◆ The data ◆
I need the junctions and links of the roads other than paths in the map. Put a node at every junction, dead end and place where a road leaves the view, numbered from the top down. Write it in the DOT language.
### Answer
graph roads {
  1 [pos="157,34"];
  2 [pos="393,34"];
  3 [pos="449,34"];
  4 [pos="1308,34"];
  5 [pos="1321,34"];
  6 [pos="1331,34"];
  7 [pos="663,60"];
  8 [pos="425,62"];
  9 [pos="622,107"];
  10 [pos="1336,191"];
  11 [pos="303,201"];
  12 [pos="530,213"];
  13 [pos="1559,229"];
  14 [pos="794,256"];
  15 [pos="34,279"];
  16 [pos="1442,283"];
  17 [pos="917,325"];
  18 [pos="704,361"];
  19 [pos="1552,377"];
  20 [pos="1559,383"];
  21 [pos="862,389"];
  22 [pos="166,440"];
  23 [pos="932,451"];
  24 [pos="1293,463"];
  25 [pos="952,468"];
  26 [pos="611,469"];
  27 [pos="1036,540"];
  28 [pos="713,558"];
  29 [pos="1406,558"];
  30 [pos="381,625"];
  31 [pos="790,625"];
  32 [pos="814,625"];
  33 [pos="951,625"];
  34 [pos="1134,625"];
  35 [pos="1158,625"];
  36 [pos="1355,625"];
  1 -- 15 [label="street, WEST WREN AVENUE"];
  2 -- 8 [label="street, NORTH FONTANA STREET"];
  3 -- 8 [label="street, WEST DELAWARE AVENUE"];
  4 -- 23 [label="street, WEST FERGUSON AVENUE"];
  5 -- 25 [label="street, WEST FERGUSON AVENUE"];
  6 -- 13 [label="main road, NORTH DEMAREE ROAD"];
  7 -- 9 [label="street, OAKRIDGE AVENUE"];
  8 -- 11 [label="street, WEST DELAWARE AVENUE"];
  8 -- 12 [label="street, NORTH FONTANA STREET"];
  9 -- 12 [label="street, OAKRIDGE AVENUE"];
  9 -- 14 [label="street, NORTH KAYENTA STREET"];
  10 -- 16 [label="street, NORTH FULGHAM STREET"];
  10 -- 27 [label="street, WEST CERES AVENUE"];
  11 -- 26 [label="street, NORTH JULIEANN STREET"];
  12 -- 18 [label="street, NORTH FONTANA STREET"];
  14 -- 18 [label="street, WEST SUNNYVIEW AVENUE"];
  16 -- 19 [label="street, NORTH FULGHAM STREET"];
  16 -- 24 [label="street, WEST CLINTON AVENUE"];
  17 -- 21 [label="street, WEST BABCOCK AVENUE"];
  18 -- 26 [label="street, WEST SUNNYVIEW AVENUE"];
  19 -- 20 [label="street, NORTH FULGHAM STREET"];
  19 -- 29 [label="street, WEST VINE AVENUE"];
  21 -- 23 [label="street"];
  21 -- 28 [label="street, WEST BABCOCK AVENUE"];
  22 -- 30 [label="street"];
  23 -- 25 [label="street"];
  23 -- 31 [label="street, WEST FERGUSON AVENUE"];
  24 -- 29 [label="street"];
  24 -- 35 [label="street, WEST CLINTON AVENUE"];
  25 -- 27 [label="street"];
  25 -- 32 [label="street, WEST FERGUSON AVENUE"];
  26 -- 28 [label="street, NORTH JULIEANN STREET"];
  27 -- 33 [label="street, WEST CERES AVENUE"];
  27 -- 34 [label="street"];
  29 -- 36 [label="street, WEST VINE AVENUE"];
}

...

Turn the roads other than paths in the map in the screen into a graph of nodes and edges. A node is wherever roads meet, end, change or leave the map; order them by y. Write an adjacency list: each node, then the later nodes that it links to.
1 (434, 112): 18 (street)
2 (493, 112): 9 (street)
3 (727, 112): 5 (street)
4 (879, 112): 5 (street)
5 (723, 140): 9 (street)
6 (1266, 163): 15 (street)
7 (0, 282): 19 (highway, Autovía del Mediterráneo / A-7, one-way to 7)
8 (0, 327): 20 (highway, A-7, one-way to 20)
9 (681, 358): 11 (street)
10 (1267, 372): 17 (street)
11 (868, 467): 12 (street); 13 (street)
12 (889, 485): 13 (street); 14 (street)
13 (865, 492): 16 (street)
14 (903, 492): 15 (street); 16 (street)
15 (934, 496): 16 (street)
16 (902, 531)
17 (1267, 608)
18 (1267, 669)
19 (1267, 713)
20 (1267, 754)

--

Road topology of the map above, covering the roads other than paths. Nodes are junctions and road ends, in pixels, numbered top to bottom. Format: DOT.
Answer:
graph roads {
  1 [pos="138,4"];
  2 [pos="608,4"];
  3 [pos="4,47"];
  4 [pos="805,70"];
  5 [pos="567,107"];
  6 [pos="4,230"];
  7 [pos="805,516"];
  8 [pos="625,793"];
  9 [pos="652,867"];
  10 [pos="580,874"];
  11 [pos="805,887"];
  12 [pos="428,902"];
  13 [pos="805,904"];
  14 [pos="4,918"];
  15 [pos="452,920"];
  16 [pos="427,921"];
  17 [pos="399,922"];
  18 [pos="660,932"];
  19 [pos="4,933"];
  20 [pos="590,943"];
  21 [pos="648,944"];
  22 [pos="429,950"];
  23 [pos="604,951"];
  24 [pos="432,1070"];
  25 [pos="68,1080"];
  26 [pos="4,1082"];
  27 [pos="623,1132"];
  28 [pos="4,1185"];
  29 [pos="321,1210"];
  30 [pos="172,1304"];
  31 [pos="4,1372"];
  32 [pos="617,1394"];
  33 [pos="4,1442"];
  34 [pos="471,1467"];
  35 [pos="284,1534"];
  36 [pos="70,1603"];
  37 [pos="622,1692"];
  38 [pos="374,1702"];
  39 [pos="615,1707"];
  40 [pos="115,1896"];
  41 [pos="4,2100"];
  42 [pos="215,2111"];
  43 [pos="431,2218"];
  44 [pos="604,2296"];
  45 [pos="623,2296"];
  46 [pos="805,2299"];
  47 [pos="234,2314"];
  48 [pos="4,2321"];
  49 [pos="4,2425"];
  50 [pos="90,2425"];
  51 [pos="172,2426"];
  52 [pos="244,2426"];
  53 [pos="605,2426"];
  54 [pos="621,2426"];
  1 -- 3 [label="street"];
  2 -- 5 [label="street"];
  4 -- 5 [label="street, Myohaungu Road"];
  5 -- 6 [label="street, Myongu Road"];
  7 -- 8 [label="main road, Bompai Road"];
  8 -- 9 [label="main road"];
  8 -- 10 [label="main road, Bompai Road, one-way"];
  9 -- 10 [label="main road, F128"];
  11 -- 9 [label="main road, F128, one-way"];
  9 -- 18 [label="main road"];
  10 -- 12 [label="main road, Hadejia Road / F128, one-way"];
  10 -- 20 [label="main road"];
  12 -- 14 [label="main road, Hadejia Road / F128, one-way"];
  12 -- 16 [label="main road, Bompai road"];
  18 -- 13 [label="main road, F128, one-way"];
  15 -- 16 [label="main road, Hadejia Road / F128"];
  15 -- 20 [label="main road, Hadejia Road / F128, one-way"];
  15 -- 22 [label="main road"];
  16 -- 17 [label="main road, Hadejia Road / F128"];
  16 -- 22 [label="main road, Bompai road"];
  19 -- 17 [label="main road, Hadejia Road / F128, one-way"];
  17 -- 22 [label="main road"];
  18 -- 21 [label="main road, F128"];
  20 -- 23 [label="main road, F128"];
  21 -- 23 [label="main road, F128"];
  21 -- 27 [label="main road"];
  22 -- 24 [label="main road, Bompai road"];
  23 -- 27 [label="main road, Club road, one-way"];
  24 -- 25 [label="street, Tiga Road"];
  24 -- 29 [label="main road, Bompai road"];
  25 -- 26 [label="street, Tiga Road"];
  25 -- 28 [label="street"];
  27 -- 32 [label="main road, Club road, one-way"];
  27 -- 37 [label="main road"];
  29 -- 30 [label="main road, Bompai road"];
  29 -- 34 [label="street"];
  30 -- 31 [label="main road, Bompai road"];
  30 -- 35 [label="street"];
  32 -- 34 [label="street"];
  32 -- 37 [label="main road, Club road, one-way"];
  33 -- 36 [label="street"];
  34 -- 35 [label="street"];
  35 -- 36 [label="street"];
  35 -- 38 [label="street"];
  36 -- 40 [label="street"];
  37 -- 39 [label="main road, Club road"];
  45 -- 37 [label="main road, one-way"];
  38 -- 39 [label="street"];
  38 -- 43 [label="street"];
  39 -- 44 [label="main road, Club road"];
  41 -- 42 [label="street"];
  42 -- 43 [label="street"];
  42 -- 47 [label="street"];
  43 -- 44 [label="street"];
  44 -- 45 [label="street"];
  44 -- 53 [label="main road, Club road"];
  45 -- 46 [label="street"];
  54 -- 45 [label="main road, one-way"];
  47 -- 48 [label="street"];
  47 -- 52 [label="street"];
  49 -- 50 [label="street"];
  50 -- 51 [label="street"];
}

◆ Problem details ◆
Line count for the word "numbered": state how many lines of the listing hold it, and give only that number.

◆ Exercise solution ◆
2